• TASK GOAL
Go through the data below. Pull out every line that has the word "hand".

• RECORDS PROVIDED
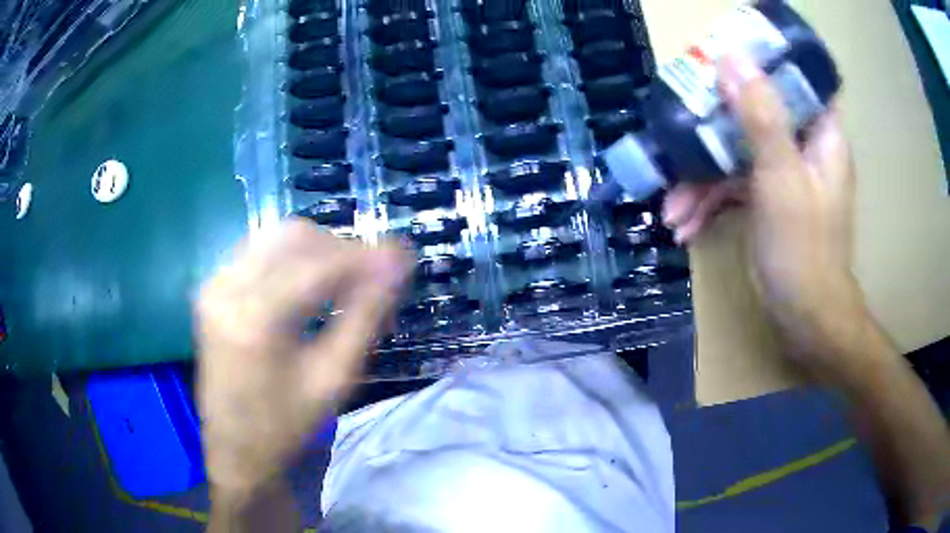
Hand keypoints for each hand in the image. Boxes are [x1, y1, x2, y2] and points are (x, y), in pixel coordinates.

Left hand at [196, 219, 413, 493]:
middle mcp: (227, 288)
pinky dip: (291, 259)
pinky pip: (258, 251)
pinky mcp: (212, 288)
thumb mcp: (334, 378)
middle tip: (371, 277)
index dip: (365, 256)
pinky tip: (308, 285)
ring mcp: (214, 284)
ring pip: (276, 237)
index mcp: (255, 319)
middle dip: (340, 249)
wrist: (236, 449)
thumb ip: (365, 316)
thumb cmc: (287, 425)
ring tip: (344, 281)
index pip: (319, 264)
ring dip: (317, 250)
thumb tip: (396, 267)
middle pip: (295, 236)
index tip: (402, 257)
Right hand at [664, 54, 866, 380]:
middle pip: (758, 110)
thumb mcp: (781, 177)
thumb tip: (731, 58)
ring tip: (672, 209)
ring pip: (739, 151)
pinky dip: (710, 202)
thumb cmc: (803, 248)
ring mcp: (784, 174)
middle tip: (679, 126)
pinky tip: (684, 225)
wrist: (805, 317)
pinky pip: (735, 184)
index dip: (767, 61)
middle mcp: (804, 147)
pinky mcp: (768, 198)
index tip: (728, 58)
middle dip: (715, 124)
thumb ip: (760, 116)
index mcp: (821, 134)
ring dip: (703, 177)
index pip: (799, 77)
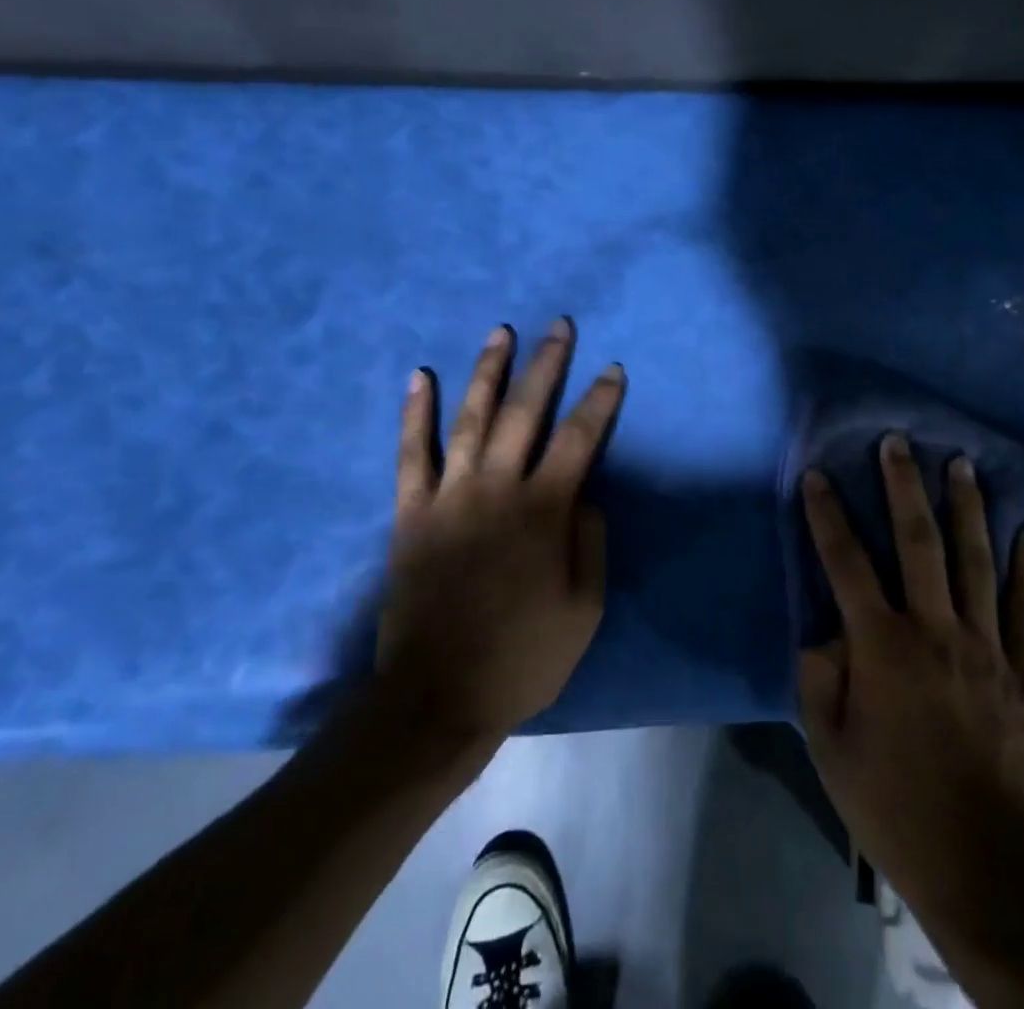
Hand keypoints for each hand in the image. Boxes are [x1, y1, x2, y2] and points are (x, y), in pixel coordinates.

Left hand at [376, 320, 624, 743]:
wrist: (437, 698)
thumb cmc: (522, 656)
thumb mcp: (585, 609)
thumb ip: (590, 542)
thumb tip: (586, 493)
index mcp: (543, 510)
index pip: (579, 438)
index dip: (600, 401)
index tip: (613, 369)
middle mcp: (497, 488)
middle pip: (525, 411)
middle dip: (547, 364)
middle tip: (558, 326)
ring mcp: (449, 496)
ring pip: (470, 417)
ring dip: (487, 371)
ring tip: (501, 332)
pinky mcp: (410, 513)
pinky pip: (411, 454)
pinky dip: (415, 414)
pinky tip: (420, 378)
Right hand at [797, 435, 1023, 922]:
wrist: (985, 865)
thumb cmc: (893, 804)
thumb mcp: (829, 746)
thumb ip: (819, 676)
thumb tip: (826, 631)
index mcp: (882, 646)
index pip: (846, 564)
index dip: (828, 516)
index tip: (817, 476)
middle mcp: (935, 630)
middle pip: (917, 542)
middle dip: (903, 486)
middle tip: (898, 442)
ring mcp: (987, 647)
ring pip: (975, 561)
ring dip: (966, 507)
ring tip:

• ANSWER SPACE
Hand keypoints for each hand in the image. Boxes are [x1, y1, x2, y2] and points are (x, y), in pixel coordinates.
Left hand at [196, 219, 413, 493]:
Right hand at [664, 54, 866, 380]:
Hand keypoints for each hand in the image. Boxes are [x1, y1, x2, y2] and points are (x, y), in pixel coordinates.
Left hand at [376, 320, 624, 743]:
Right hand at [797, 435, 1023, 922]:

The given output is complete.